Task requirements
Lines with the word "graph" in them must be copied from the records below.

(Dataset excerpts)
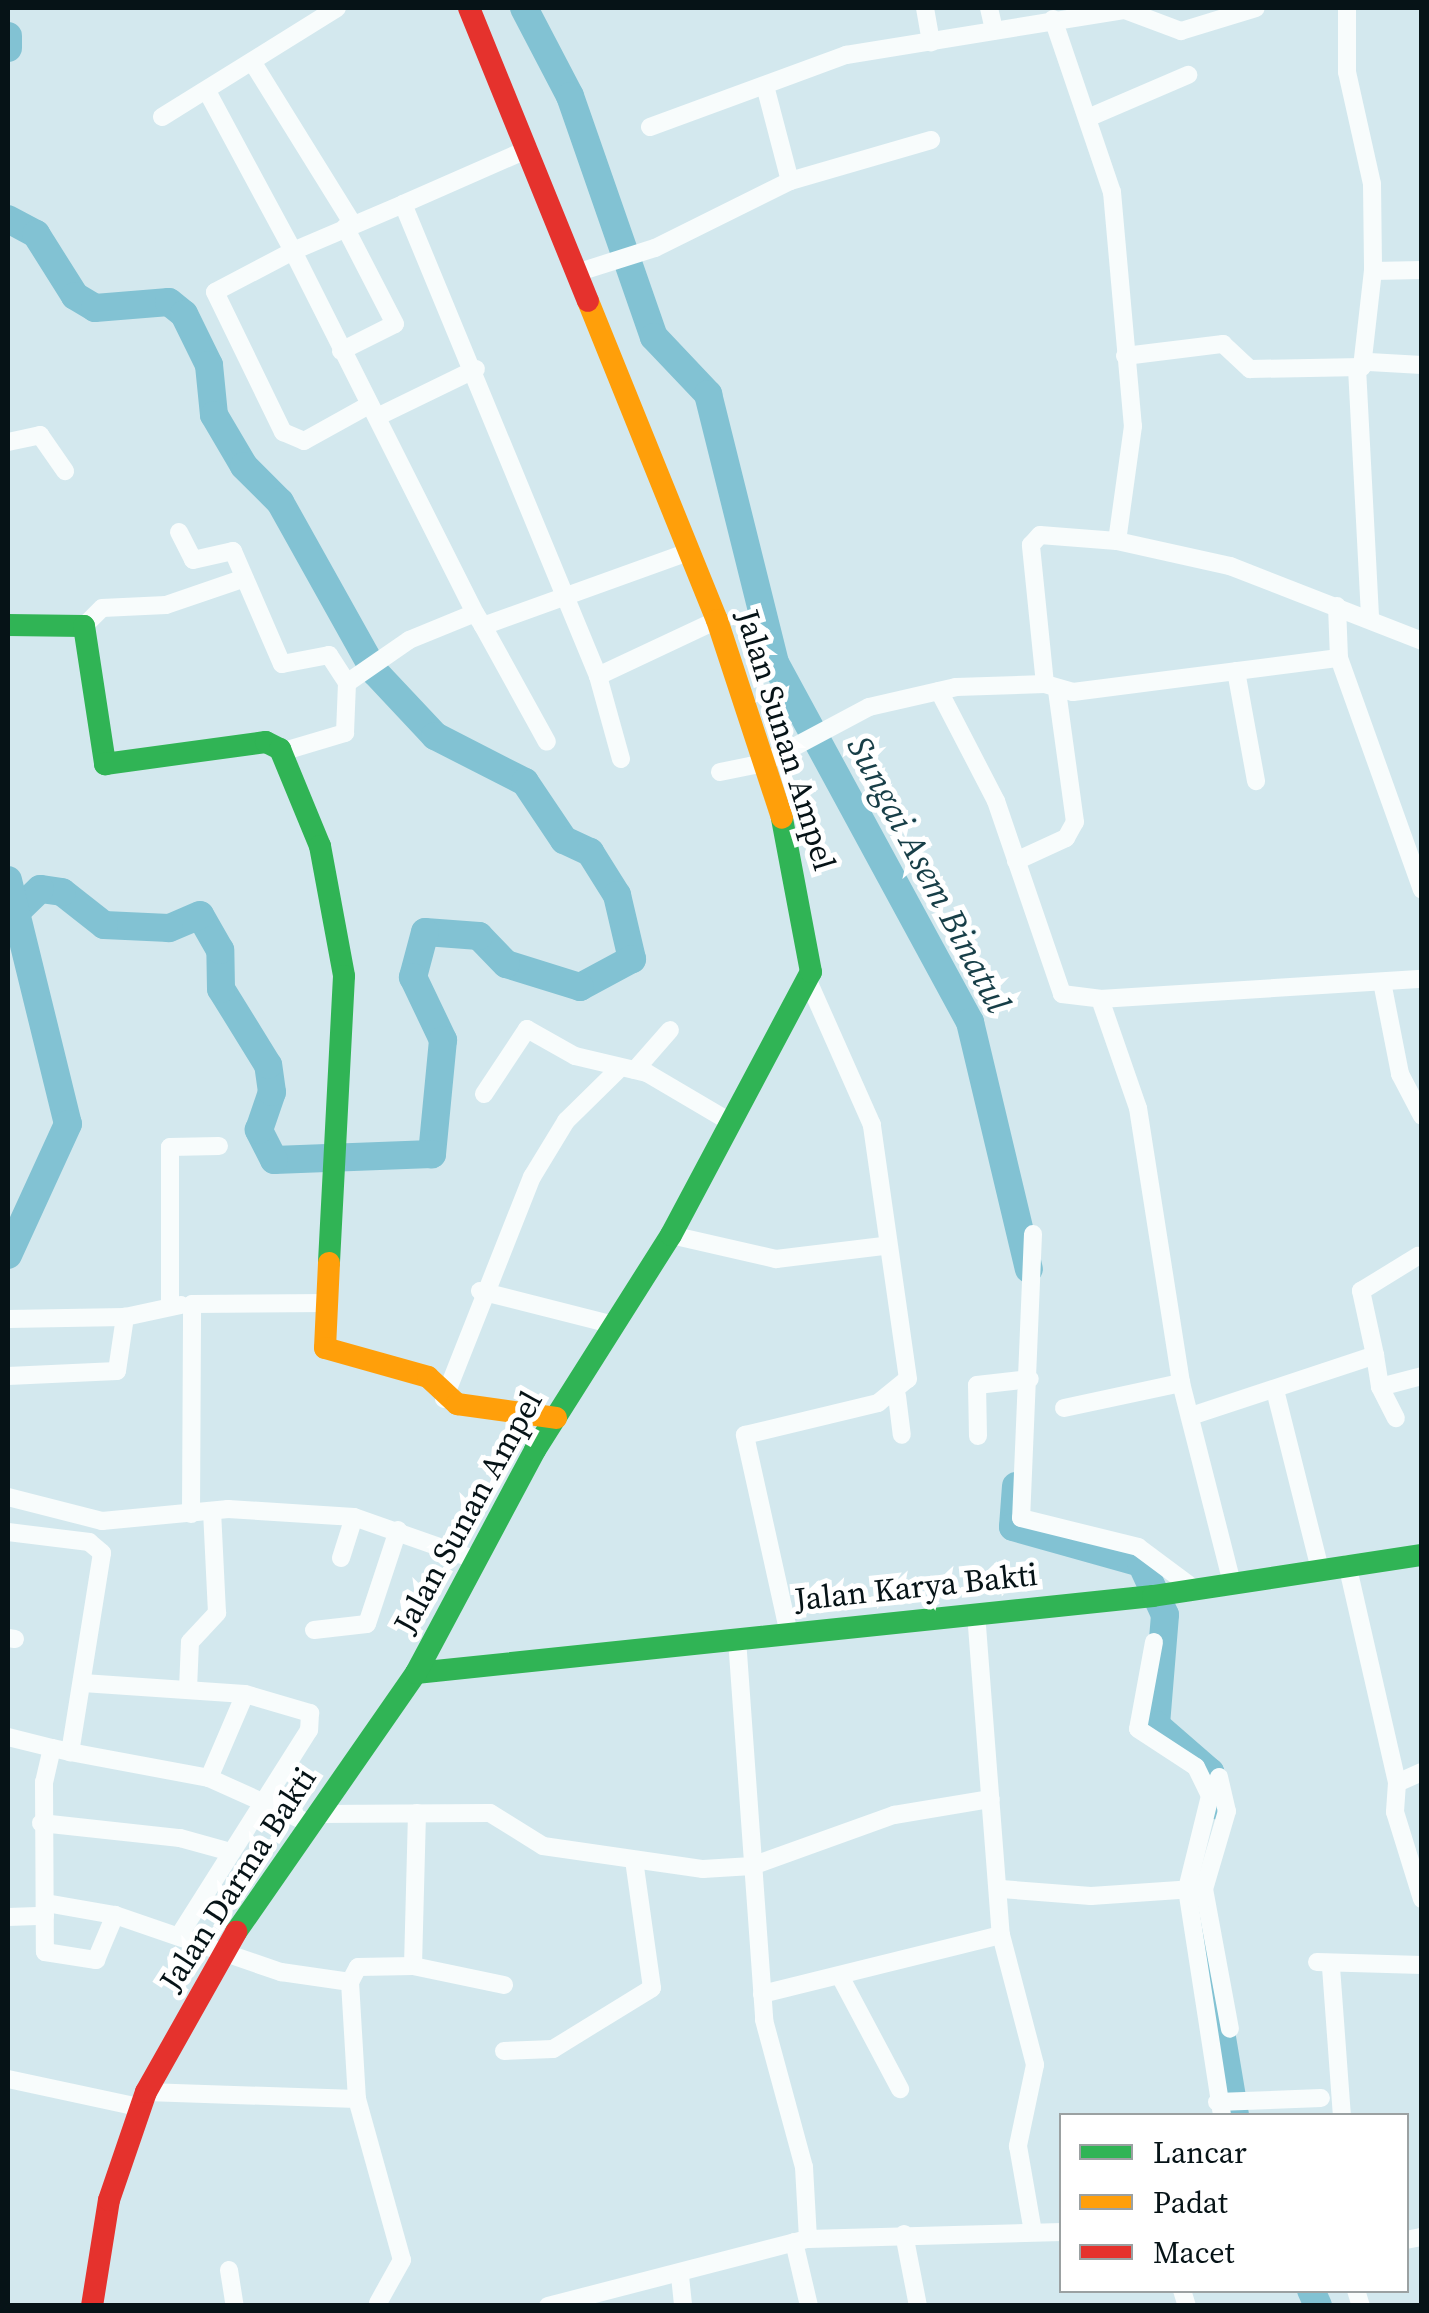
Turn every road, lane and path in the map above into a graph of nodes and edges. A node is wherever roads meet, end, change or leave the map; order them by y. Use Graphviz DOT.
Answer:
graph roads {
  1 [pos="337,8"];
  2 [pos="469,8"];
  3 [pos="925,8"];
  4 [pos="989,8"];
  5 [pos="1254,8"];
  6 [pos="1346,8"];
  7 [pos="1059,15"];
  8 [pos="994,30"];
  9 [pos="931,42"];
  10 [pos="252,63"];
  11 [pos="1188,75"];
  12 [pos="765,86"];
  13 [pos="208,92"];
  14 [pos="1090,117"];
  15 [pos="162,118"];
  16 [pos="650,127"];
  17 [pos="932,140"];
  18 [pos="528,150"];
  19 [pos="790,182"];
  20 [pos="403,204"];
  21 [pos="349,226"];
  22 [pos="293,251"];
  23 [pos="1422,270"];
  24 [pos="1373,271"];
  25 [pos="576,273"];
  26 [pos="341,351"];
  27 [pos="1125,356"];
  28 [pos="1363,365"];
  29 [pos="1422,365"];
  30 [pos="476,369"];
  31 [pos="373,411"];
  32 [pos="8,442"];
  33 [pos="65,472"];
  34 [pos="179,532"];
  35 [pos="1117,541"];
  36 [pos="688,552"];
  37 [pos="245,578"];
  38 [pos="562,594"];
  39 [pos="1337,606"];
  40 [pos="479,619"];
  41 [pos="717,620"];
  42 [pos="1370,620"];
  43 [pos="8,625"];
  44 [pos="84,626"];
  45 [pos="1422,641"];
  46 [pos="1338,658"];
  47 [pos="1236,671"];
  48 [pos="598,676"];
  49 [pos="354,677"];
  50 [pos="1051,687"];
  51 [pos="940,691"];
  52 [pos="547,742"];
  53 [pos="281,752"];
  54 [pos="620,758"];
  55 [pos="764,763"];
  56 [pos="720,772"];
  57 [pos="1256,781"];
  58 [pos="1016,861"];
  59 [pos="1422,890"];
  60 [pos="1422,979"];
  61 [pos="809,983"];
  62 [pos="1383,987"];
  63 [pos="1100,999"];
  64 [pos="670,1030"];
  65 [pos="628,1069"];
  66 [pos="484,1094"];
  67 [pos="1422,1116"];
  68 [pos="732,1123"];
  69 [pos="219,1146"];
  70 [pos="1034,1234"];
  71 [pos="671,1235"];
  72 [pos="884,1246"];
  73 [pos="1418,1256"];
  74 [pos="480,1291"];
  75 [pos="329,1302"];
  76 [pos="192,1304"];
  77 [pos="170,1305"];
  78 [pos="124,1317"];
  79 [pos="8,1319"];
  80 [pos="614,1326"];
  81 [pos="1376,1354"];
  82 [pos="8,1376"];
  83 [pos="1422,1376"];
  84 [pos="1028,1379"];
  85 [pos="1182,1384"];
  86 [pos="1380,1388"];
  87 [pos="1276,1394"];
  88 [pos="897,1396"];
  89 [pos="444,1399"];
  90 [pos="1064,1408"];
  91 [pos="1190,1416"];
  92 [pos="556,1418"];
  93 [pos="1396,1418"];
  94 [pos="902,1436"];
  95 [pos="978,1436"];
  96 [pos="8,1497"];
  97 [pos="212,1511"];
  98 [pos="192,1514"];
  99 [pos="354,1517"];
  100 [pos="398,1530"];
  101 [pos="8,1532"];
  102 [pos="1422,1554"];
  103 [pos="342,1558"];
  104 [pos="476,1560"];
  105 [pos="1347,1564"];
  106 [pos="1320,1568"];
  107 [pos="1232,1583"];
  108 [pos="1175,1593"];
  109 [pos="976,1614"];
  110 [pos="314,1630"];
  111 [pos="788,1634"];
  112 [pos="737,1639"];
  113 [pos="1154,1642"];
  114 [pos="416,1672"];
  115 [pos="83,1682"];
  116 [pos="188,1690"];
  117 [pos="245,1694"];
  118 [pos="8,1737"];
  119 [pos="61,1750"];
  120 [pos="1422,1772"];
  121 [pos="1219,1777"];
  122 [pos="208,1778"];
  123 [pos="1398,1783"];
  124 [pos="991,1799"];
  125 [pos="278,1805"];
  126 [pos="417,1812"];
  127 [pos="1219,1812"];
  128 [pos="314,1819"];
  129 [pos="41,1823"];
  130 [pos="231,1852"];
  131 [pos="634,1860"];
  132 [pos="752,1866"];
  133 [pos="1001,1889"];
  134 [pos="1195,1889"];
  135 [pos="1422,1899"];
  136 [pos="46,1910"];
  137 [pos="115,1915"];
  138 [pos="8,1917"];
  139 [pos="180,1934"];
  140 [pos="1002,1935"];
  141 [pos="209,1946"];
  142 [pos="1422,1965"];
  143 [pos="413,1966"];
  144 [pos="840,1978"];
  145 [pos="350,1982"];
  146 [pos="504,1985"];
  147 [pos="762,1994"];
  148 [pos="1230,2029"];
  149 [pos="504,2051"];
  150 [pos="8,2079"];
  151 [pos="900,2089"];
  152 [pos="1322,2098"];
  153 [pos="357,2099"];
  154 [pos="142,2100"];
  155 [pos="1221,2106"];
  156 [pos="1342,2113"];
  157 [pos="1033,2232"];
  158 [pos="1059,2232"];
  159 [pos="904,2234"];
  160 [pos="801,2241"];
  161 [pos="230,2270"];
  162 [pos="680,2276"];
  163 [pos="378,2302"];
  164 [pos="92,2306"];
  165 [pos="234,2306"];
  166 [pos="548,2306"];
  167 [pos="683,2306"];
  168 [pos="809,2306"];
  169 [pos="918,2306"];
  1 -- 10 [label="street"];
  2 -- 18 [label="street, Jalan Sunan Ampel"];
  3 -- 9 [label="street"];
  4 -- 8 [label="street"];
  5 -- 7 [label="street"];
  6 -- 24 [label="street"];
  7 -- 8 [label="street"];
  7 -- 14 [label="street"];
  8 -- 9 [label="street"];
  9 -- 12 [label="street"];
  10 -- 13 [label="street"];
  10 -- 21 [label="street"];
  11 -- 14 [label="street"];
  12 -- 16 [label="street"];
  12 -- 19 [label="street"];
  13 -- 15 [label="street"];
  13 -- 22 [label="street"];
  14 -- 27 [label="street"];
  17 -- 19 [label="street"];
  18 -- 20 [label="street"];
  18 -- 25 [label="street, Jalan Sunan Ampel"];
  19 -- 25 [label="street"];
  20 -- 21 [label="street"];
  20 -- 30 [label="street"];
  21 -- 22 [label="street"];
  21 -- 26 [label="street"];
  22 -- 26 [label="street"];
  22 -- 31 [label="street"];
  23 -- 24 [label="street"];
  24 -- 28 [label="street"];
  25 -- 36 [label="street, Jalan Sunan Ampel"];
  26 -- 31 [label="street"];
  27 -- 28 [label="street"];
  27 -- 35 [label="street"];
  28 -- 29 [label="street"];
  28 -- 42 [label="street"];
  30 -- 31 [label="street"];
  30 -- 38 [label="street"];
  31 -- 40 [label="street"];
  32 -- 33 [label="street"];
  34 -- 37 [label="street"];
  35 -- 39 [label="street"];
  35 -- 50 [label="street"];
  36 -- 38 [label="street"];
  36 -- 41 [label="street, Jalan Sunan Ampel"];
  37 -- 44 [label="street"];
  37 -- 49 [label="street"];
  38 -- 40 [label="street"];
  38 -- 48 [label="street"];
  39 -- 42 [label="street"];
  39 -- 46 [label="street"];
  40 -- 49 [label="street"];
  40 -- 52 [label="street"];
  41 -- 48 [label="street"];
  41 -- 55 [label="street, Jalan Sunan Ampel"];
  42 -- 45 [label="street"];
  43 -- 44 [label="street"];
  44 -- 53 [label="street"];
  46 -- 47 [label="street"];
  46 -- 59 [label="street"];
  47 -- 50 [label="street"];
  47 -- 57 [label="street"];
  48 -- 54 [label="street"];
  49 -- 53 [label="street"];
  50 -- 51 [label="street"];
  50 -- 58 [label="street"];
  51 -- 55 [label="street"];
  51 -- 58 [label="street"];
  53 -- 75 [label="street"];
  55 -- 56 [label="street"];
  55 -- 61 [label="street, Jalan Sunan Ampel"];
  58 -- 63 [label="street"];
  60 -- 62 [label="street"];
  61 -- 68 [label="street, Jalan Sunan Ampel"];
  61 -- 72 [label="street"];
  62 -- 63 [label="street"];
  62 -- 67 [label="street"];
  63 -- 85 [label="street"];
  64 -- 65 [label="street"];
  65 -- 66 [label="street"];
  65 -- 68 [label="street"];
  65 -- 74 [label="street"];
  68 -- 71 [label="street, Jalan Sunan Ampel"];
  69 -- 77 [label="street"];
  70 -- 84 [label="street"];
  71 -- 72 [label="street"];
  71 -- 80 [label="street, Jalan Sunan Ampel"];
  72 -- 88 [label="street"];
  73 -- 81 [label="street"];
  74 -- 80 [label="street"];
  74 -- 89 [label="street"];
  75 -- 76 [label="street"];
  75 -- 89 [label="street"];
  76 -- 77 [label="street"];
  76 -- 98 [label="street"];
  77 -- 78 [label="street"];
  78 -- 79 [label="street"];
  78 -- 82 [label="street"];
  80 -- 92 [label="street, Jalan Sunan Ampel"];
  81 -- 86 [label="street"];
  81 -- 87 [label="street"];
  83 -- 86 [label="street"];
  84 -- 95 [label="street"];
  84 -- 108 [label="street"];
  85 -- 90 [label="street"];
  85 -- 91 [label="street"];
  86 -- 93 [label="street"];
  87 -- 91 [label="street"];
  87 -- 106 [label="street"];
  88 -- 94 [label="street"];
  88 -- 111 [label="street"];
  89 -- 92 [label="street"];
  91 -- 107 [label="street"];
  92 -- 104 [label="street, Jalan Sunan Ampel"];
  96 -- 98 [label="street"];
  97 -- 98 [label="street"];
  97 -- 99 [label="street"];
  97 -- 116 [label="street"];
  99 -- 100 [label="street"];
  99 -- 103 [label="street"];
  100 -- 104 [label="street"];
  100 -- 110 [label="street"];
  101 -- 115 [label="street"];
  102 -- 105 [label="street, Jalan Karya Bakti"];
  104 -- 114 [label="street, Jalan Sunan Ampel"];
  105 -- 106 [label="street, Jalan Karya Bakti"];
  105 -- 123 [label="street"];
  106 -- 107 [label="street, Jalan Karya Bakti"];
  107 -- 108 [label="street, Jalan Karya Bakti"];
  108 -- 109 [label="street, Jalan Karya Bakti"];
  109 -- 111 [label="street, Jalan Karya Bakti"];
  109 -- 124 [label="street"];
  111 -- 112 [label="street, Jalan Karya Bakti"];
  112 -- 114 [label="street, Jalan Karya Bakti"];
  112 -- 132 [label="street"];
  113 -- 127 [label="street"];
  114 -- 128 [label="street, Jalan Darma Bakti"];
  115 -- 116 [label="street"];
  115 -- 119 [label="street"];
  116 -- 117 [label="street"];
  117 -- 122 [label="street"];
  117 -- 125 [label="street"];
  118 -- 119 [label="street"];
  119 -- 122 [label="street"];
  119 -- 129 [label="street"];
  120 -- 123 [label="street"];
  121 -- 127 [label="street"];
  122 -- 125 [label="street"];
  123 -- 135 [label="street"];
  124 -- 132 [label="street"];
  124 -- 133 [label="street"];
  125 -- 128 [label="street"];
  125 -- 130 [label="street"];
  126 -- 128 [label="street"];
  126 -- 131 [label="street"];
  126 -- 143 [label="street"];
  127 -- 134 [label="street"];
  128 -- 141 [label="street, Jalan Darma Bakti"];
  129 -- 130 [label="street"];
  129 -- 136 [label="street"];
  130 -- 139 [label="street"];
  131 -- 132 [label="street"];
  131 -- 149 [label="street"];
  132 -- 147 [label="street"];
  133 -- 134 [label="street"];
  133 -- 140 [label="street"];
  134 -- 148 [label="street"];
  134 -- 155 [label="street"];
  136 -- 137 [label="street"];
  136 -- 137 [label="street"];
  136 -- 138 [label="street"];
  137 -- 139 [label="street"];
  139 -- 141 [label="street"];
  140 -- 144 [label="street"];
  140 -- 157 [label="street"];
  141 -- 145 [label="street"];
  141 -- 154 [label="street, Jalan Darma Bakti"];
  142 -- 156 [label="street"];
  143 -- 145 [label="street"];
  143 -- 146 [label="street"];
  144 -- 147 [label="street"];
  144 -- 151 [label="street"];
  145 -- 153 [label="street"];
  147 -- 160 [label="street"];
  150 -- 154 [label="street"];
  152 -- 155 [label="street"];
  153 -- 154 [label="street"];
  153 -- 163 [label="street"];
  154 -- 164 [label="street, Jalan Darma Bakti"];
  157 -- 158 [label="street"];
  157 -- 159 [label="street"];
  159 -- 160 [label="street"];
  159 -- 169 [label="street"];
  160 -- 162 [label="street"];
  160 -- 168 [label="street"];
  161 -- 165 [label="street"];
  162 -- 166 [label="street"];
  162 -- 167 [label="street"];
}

Response for this exercise
Turn every road, lane and path in the map above into a graph of nodes and edges. A node is wherever roads meet, end, change or leave the map; order them by y. Use Graphviz DOT.
graph roads {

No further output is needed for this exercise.